On Complex Artificial Higher Order Neural Networks: Dealing with Stochasticity, Jumps and Delays
Zidong Wang (Brunel University, UK), Yurong Liu (Yangzhou University, China) and Xiaohui Liu (Brunel University, UK)
Copyright: © 2009
This chapter deals with the analysis problem of the global exponential stability for a general class of stochastic artificial higher order neural networks with multiple mixed time delays and Markovian jumping parameters. The mixed time delays under consideration comprise both the discrete time-varying delays and the distributed time-delays. The main purpose of this chapter is to establish easily verifiable conditions under which the delayed high-order stochastic jumping neural network is exponentially stable in the mean square in the presence of both the mixed time delays and Markovian switching.
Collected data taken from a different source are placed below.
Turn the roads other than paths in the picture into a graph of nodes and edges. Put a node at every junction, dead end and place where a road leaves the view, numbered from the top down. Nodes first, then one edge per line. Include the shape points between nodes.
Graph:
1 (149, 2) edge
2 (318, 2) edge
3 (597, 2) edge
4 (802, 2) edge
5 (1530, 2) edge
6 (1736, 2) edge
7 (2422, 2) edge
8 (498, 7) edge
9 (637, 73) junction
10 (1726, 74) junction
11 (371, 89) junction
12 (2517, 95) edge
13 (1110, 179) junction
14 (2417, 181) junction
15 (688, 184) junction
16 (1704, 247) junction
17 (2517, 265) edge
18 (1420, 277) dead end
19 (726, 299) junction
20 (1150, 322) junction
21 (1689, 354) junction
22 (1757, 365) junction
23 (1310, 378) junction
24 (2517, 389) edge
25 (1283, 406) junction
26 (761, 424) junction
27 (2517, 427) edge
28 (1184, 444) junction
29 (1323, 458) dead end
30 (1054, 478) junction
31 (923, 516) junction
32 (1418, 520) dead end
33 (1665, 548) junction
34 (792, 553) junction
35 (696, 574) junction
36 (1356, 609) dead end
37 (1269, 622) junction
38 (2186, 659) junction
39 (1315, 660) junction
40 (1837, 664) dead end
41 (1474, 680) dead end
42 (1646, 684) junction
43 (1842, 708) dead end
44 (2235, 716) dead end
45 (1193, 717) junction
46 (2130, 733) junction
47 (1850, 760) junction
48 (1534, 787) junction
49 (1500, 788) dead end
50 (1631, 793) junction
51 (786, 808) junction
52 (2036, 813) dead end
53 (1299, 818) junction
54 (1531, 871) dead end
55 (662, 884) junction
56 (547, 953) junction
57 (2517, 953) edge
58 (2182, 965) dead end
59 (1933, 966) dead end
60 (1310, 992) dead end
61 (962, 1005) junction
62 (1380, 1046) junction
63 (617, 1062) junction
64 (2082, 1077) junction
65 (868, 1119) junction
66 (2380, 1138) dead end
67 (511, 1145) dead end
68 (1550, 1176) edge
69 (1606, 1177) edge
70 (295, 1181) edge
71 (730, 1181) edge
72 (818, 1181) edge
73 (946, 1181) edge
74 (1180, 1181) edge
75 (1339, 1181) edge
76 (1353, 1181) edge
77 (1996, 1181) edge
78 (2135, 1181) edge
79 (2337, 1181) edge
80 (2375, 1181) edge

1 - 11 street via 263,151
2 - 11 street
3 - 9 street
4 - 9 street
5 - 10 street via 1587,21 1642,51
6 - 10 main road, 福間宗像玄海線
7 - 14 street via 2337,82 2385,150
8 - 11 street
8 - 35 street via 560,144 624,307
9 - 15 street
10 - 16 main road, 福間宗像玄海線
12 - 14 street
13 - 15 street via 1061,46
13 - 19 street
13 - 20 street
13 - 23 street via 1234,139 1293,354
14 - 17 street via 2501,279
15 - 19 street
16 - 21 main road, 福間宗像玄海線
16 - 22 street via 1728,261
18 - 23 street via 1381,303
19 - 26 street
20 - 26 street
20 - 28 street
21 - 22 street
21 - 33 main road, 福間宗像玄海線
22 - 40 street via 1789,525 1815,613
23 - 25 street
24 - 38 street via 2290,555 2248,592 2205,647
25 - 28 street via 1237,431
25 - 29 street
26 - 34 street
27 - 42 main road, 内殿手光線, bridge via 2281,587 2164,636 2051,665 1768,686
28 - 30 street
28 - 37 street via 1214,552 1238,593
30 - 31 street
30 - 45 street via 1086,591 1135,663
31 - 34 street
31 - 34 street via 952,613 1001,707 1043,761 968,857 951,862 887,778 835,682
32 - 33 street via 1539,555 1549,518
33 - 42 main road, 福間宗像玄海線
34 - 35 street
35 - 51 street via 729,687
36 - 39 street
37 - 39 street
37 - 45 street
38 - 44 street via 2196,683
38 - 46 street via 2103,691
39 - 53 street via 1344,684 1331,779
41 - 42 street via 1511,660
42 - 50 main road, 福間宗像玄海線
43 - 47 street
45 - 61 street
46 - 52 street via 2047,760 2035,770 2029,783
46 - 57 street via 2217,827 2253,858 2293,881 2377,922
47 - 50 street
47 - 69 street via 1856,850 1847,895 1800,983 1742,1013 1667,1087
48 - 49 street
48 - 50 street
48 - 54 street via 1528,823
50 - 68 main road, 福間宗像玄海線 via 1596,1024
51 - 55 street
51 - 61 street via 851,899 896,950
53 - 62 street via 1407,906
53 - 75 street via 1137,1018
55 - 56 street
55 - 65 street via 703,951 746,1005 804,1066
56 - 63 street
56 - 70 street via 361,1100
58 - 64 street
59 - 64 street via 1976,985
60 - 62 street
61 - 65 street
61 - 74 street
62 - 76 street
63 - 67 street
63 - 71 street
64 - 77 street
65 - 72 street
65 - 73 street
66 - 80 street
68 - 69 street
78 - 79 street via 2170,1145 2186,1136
By employing a new Lyapunov-Krasovskii functional and conducting stochastic analysis, a linear matrix inequality (LMI) approach is developed to derive the criteria ensuring the exponential stability. Furthermore, the criteria are dependent on both the discrete time-delay and distributed time-delay, hence less conservative. The proposed criteria can be readily checked by using some standard numerical packages such as the Matlab LMI Toolbox. A simple example is provided to demonstrate the effectiveness and applicability of the proposed testing criteria.